Minute Chicken Fried Rice

Discover how to make Quick & Zesty Chicken Fried Rice in just 20 minutes! This easy recipe bursts with flavors from tender chicken, vibrant vegetables, and aromatic seasonings. Perfect for a busy weeknight dinner or a delicious meal-prep option, this dish is a crowd-pleaser. Click through to explore step-by-step instructions, helpful tips, and serve suggestions that will elevate your cooking game! Enjoy a satisfying, homemade meal tonight!

Ingredients
  

2 cups cooked jasmine rice (preferably day-old)

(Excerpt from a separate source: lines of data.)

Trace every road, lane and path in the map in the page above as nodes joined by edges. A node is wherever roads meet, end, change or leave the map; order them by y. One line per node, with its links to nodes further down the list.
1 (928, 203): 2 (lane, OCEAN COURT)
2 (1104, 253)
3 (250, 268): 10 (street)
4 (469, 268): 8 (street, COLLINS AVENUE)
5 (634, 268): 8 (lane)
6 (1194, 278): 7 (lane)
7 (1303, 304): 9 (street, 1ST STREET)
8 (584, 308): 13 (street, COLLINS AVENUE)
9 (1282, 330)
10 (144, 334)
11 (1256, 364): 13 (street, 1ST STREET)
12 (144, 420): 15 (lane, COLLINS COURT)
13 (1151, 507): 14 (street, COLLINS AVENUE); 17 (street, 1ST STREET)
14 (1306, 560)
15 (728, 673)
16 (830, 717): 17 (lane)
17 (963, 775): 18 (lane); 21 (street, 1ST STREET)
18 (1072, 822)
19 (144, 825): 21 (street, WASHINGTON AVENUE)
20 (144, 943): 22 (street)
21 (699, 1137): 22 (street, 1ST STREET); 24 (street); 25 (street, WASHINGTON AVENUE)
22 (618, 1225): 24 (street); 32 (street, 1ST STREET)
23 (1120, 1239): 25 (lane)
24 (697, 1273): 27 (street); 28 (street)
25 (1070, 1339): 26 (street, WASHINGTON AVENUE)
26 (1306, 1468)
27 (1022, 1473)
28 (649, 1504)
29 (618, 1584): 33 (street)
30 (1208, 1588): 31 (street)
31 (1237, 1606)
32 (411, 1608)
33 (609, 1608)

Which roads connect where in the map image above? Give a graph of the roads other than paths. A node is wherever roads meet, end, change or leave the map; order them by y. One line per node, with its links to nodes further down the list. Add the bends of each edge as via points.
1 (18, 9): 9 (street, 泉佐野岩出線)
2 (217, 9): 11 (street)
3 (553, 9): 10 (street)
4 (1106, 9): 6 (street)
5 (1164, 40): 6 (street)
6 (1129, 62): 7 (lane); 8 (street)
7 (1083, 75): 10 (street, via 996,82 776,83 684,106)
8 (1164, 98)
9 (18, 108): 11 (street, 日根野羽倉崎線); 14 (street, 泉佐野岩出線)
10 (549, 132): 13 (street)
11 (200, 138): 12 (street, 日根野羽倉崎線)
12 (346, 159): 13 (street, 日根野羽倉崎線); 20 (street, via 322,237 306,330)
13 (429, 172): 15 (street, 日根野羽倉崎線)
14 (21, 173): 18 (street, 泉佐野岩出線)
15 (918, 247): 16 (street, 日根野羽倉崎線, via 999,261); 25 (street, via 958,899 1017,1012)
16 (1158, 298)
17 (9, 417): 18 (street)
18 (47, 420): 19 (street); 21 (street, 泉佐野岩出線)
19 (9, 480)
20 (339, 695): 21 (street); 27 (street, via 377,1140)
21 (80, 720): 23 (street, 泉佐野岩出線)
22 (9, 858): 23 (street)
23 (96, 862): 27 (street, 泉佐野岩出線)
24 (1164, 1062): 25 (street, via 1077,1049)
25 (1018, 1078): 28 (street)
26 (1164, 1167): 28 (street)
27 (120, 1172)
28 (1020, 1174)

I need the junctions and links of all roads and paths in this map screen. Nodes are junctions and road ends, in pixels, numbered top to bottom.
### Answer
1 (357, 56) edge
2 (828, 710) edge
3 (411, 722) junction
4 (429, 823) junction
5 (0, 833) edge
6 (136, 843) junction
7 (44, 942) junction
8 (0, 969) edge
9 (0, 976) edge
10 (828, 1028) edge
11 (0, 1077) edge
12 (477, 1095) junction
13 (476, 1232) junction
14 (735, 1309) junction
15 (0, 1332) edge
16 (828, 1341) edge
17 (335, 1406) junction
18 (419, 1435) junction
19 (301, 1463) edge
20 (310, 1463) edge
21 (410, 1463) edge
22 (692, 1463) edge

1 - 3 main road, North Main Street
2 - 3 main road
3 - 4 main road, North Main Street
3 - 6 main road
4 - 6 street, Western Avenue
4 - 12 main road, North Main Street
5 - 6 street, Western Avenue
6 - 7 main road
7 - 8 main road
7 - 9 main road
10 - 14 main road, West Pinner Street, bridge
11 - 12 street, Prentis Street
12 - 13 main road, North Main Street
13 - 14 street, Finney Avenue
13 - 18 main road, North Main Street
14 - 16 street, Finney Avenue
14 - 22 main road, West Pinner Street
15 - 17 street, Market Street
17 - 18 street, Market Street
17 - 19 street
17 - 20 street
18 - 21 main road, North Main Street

1 cup cooked chicken, shredded or diced

1 cup mixed vegetables (peas, carrots, and corn)

3 green onions, chopped

2 eggs, beaten

3 tablespoons soy sauce (low sodium recommended)

1 tablespoon sesame oil

1 teaspoon garlic powder

1 teaspoon ginger, grated

Salt and pepper to taste

Fresh cilantro (for garnish)

Lemon wedges (for serving)

Instructions
 

Prepare the Rice: If using freshly cooked rice, spread it on a baking sheet to cool and prevent clumping. Day-old rice performs best as it is less sticky.

    Heat the Pan: In a large skillet or wok, heat the sesame oil over medium-high heat. Once hot, add the garlic powder and grated ginger, stirring for about 30 seconds until fragrant.

      Cook the Eggs: Push the garlic and ginger to one side of the skillet. Pour the beaten eggs into the other side and scramble them until fully cooked. Mix everything together once cooked.

        Add Chicken and Veggies: Add the cooked chicken and mixed vegetables to the pan. Stir-fry for 2-3 minutes until heated through.

          Incorporate the Rice: Add the cooked rice to the skillet, breaking up any clumps. Drizzle with soy sauce, and toss everything together until evenly combined and heated through (about 3-4 minutes).

            Season and Garnish: Season with salt and pepper to taste. Stir in the chopped green onions, saving a little for garnish.

              Serve: Portion out the fried rice onto plates, garnishing with fresh cilantro and extra green onions. Serve with lemon wedges on the side for a zesty finish.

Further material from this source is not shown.